*Exercise objective:* Please write out the whole listing that follows exactly; the pictures stay out.

*Records supplied:*

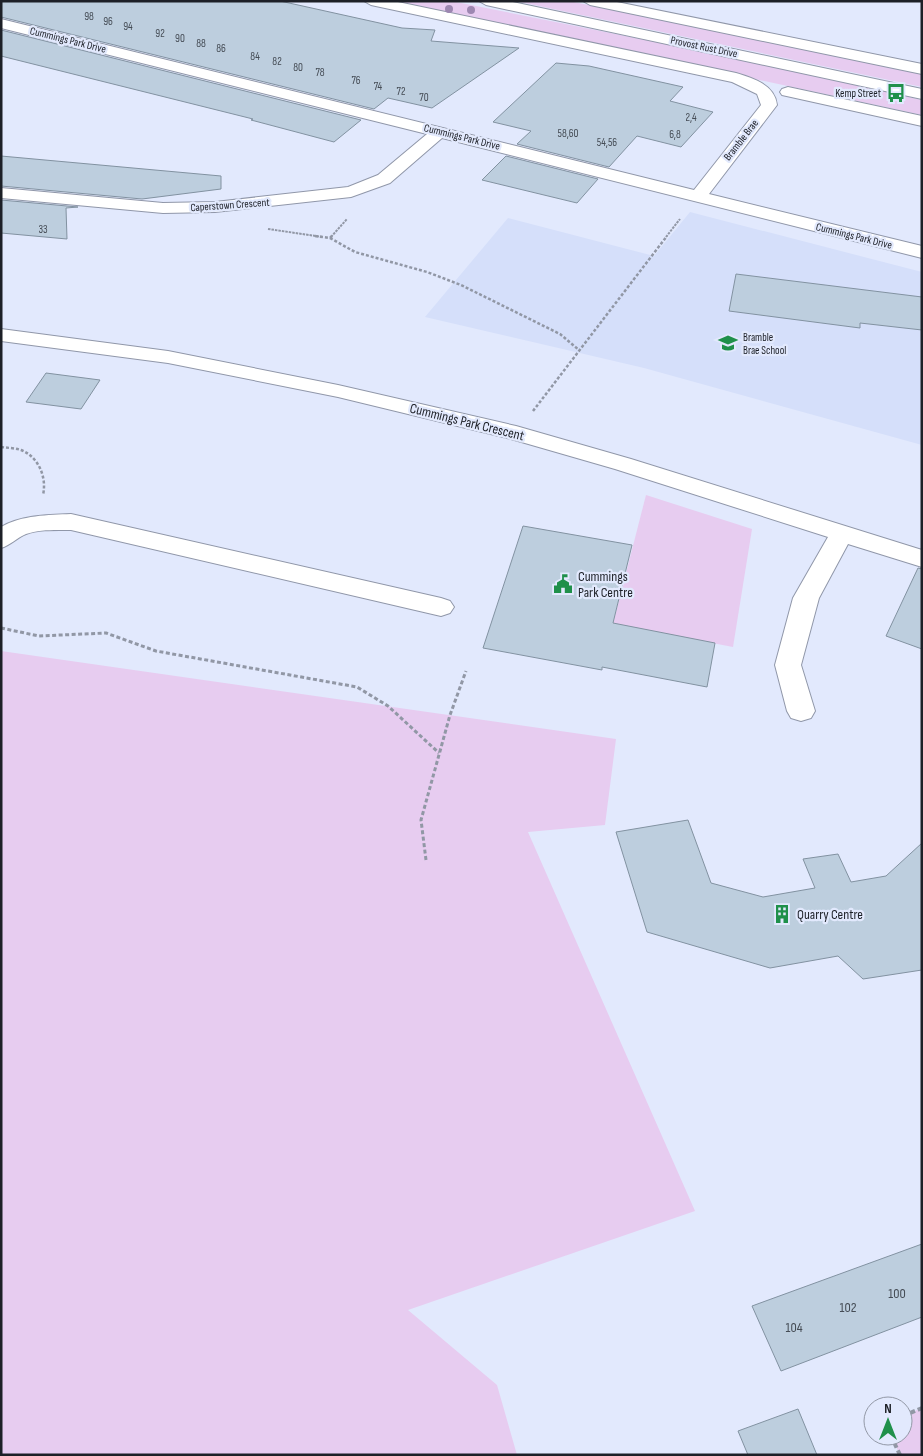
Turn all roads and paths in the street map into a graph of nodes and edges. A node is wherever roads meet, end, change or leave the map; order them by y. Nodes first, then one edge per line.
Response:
1 (371, 1) edge
2 (486, 1) edge
3 (590, 1) edge
4 (1, 23) edge
5 (922, 69) edge
6 (754, 85) joint
7 (788, 92) dead end
8 (922, 94) edge
9 (833, 102) junction
10 (822, 118) dead end
11 (922, 121) edge
12 (439, 132) junction
13 (1, 193) edge
14 (698, 196) junction
15 (330, 238) dead end
16 (922, 252) edge
17 (1, 334) edge
18 (579, 350) junction
19 (552, 386) dead end
20 (1, 447) edge
21 (32, 524) junction
22 (842, 533) junction
23 (1, 540) edge
24 (922, 559) edge
25 (441, 607) dead end
26 (1, 628) edge
27 (466, 671) dead end
28 (801, 711) dead end
29 (439, 753) junction
30 (426, 860) dead end

1 - 6 street, Provost Rust Drive
2 - 8 street, Provost Rust Drive
3 - 5 street, Provost Rust Drive
4 - 12 street, Cummings Park Drive
6 - 14 street, Bramble Brae
7 - 9 street
9 - 10 street
9 - 11 street
12 - 13 street, Caperstown Crescent
12 - 14 street, Cummings Park Drive
14 - 16 street, Cummings Park Drive
14 - 18 path
15 - 18 path
17 - 22 street, Cummings Park Crescent
18 - 19 path
20 - 21 path
21 - 23 street
21 - 25 street
22 - 24 street, Cummings Park Crescent
22 - 28 street
26 - 29 path
27 - 29 path
29 - 30 path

*Answer area:*
Turn all roads and paths in the street map into a graph of nodes and edges. A node is wherever roads meet, end, change or leave the map; order them by y. Nodes first, then one edge per line.
Response:
1 (371, 1) edge
2 (486, 1) edge
3 (590, 1) edge
4 (1, 23) edge
5 (922, 69) edge
6 (754, 85) joint
7 (788, 92) dead end
8 (922, 94) edge
9 (833, 102) junction
10 (822, 118) dead end
11 (922, 121) edge
12 (439, 132) junction
13 (1, 193) edge
14 (698, 196) junction
15 (330, 238) dead end
16 (922, 252) edge
17 (1, 334) edge
18 (579, 350) junction
19 (552, 386) dead end
20 (1, 447) edge
21 (32, 524) junction
22 (842, 533) junction
23 (1, 540) edge
24 (922, 559) edge
25 (441, 607) dead end
26 (1, 628) edge
27 (466, 671) dead end
28 (801, 711) dead end
29 (439, 753) junction
30 (426, 860) dead end

1 - 6 street, Provost Rust Drive
2 - 8 street, Provost Rust Drive
3 - 5 street, Provost Rust Drive
4 - 12 street, Cummings Park Drive
6 - 14 street, Bramble Brae
7 - 9 street
9 - 10 street
9 - 11 street
12 - 13 street, Caperstown Crescent
12 - 14 street, Cummings Park Drive
14 - 16 street, Cummings Park Drive
14 - 18 path
15 - 18 path
17 - 22 street, Cummings Park Crescent
18 - 19 path
20 - 21 path
21 - 23 street
21 - 25 street
22 - 24 street, Cummings Park Crescent
22 - 28 street
26 - 29 path
27 - 29 path
29 - 30 path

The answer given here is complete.